Hurricane Iota strengthened to a “catastrophic” Category 5 hurricane as it barrelled towards Central America late Monday, threatening areas devastated by a powerful storm just two weeks ago, the US National Hurricane Center (NHC) warned.
Authorities rushed to evacuate thousands of people from coastal areas of Nicaragua and Honduras, in the immediate path of Iota, which was due to make landfall on Monday night.
The hurricane would “bring catastrophic wind, life-threatening storm surge and torrential rainfall,” the NHC said, adding “on the forecast track, the core of Iota will make landfall within the hurricane warning area in northeastern Nicaragua tonight.”
It was packing maximum sustained winds of 160 miles (260 kilometers) per hour with higher gusts recorded.
Category 5 hurricanes destroy many homes, wreck power supplies and most of the affected area is “uninhabitable for weeks or months.”
Colonel John Fredy Sepulveda, police chief on Colombia’s Caribbean island territory of Providencia which lay in the path of the hurricane, said the local hospital had lost part of its roof and the territory of around 6,000 people was without power.
Hundreds of residents of indigenous communities on Nicaragua’s northeastern coast near the city of Bilwi were still waiting to be evacuated on Monday.
“With Hurricane Eta we didn’t get out, but this one is more dangerous,” said Marisol Ingram, whose wooden home was badly damaged by Eta and is at risk of being swept away by Iota.
Eta made landfall in the same area as a Category 4 hurricane in early November before easing to a tropical storm causing widespread flooding and landslides that left 200 people dead.

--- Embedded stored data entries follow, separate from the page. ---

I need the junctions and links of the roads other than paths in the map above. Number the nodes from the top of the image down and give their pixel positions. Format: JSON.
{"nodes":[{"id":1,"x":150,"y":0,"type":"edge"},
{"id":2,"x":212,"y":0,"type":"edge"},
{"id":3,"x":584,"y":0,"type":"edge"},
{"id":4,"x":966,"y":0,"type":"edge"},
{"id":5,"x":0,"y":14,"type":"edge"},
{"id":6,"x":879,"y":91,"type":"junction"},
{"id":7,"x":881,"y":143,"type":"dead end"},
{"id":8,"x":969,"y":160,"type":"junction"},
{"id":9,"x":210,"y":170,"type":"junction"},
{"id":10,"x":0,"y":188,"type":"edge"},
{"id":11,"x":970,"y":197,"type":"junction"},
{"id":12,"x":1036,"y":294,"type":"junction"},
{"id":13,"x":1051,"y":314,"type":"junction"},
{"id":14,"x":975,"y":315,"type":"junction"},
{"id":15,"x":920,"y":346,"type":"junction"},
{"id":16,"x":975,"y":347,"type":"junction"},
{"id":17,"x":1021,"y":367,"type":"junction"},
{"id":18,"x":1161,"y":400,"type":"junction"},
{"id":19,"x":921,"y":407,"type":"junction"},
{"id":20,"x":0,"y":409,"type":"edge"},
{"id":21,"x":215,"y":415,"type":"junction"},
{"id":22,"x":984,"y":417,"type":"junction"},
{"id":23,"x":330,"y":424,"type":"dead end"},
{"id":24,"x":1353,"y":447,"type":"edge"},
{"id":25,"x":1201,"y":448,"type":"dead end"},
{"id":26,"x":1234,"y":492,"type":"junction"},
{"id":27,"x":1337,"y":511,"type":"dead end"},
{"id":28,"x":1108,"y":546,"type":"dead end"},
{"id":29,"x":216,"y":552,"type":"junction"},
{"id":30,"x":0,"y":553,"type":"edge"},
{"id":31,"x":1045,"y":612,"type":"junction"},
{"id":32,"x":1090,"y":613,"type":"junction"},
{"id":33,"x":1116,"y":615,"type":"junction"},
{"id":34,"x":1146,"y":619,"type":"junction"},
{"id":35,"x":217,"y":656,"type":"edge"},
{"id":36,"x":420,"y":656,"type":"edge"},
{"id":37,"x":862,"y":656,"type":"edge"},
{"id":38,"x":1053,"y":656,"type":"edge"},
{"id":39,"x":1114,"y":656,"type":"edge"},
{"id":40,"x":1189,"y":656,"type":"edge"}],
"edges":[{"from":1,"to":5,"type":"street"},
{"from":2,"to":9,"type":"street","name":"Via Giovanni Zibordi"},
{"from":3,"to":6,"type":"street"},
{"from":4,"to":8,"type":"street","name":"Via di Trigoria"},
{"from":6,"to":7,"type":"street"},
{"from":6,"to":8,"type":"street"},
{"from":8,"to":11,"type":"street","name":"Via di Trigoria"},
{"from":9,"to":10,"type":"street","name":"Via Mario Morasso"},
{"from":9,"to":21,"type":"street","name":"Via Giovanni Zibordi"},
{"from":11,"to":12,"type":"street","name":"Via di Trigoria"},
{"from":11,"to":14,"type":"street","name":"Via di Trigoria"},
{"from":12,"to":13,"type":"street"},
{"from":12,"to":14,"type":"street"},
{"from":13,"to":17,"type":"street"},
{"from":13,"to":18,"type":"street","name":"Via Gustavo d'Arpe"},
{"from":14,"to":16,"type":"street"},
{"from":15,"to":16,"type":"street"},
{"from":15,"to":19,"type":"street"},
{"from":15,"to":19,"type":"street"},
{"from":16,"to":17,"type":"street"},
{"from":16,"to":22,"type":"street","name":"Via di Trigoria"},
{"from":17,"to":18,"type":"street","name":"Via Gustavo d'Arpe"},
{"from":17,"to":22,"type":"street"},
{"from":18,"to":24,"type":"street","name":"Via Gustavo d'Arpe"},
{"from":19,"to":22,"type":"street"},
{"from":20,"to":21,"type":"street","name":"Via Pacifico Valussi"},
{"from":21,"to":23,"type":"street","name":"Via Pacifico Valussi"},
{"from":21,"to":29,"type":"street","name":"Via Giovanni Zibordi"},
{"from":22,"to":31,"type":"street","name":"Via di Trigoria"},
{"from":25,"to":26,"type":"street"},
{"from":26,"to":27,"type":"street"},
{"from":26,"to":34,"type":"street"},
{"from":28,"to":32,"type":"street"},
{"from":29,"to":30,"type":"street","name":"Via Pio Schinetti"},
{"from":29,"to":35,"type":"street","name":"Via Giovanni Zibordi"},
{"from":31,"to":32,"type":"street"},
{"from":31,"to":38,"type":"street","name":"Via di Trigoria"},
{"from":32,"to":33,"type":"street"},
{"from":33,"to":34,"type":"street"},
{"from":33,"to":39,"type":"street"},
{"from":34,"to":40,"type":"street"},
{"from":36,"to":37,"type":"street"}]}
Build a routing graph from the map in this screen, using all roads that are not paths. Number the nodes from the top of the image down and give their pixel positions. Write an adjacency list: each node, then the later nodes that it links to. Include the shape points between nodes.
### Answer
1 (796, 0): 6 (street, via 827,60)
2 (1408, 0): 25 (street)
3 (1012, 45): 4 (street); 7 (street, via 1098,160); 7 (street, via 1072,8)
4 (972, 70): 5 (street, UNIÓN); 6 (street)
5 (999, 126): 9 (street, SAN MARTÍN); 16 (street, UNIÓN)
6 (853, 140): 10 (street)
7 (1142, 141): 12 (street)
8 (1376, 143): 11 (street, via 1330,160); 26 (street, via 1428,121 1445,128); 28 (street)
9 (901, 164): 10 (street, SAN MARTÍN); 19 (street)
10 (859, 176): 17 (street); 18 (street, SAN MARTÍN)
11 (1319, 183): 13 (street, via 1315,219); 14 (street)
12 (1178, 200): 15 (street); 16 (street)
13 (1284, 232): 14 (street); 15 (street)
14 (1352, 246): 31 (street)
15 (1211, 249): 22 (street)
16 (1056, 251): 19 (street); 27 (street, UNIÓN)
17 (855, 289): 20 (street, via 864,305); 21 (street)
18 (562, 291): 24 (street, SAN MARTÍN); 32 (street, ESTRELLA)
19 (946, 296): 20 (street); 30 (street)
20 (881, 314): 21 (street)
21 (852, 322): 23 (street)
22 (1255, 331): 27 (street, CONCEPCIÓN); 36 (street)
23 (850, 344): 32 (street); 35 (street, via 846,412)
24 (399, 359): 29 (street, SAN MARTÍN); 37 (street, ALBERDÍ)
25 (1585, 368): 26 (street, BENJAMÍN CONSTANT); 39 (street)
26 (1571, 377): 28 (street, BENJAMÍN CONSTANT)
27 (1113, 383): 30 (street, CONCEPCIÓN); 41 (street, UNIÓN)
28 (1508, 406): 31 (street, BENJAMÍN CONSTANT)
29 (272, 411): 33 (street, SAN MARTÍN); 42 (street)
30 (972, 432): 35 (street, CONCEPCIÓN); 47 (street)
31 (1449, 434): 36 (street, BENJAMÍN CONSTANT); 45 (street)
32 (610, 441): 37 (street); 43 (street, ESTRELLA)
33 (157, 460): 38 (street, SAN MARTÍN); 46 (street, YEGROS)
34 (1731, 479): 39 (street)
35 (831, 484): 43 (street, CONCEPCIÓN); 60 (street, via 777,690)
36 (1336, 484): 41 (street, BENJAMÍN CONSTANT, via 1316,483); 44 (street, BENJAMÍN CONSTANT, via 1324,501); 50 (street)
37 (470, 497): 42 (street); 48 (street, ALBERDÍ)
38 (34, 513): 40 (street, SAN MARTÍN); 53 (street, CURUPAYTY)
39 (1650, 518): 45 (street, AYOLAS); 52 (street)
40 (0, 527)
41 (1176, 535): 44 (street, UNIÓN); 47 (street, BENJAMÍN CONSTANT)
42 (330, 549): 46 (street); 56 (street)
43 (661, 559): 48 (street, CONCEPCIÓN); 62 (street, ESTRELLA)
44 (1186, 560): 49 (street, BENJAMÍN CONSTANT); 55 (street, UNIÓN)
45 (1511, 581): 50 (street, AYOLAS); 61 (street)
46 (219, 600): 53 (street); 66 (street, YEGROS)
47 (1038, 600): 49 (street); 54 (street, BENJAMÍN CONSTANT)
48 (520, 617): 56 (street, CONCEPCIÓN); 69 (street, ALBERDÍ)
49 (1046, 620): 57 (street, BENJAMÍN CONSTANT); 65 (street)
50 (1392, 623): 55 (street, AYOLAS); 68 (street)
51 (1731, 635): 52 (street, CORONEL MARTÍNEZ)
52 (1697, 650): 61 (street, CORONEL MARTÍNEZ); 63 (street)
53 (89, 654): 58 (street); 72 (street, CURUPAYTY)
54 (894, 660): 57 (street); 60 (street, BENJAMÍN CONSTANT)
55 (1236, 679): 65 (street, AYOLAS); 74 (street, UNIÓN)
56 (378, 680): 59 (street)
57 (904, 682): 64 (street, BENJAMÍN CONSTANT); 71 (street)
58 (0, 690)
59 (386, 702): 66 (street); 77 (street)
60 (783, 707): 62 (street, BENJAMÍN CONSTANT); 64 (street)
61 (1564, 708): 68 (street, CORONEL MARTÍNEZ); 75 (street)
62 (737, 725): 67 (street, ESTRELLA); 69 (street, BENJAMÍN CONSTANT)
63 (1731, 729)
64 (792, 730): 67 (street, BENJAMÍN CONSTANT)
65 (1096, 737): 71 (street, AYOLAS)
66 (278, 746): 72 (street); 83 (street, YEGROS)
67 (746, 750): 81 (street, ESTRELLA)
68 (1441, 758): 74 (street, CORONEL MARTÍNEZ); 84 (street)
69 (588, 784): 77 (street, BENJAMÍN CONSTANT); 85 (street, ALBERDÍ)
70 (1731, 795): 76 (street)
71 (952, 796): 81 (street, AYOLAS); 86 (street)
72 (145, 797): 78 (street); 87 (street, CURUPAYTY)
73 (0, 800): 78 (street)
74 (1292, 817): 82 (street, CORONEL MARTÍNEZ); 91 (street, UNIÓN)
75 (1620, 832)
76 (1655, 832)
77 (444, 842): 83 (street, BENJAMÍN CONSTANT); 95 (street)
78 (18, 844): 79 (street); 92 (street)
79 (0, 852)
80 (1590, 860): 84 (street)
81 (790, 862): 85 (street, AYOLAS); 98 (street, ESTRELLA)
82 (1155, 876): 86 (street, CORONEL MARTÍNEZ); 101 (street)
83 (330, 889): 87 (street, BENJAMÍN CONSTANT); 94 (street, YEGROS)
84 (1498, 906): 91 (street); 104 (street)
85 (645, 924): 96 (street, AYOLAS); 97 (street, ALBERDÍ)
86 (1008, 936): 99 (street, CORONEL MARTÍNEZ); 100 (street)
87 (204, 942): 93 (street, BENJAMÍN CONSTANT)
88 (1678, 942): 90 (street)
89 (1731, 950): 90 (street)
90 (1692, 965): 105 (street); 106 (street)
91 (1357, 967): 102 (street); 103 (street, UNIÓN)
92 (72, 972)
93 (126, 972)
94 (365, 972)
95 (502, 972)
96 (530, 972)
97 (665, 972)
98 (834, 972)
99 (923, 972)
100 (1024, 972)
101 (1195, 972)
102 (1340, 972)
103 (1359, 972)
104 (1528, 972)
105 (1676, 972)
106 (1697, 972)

The 2020 Atlantic hurricane season has seen the most named storms on record, with 30 named storms and 13 hurricanes.
So many, that by October, with the arrival of tropical storm Wilfred in the eastern Atlantic, meteorologists had already used every name on the season’s list, causing them to move to the Greek alphabet for names, which had not been necessary since 2005.
Iota is the ninth letter of the Greek alphabet.
Warmer seas caused by climate change are making hurricanes stronger for longer after landfall, scientists say.
Nicaragua “is on maximum red alert in the Northern Caribbean region. This is one of the most violent phenomena ever to reach our country,” Guillermo Gonzalez, director of the country’s Sinapred disaster protection agency, told reporters.
Shelters in Nicaragua, already stretched by those made homeless by Eta, were being overwhelmed by new arrivals, Eufemia Hernandez, coordinator of a center at Uraccan University, told AFP.
In Bilwi, residents were desperately trying to secure roofs of flimsy wooden homes with the same zinc sheets ripped off by Eta.
Many people were wrapping their belongings in plastic bags to protect them from the coming rains.
Prinsila Glaso, an 80-year-old Miskito woman, told AFP that in her community south of Bilwi “everything is destroyed!” in the wake of Eta, and the coming Hurricane Iota would leave little behind.
“I haven’t eaten. I don’t know where I’m going to sleep here. I’m very sad,” she said.
The government in El Salvador has declared a “red alert” in advance of the hurricane. Guatemala, with vast areas still recovering from Eta, was also on high alert.
In Honduras, Iota was already causing strong gusts and heavy rainfall on Monday in the exposed eastern departments of Gracias a Dios, Colon, northern Olancho and part of Atlantida, according to disaster agency COPECO.
Local media reported that more than 175,000 people have been evacuated since Saturday, especially in areas previously flooded by Eta, including the industrial Sula Valley, north of the capital Tegucigalpa.
The NHC warned that Iota would deposit 10 to 20 inches (250 to 500 mm) of rain on Honduras, northern Nicaragua, southeast Guatemala and southern Belize, with isolated totals of up to 30 inches.
“This rainfall would lead to significant, life-threatening flash flooding and river flooding, along with mudslides in areas of higher terrain,” it said.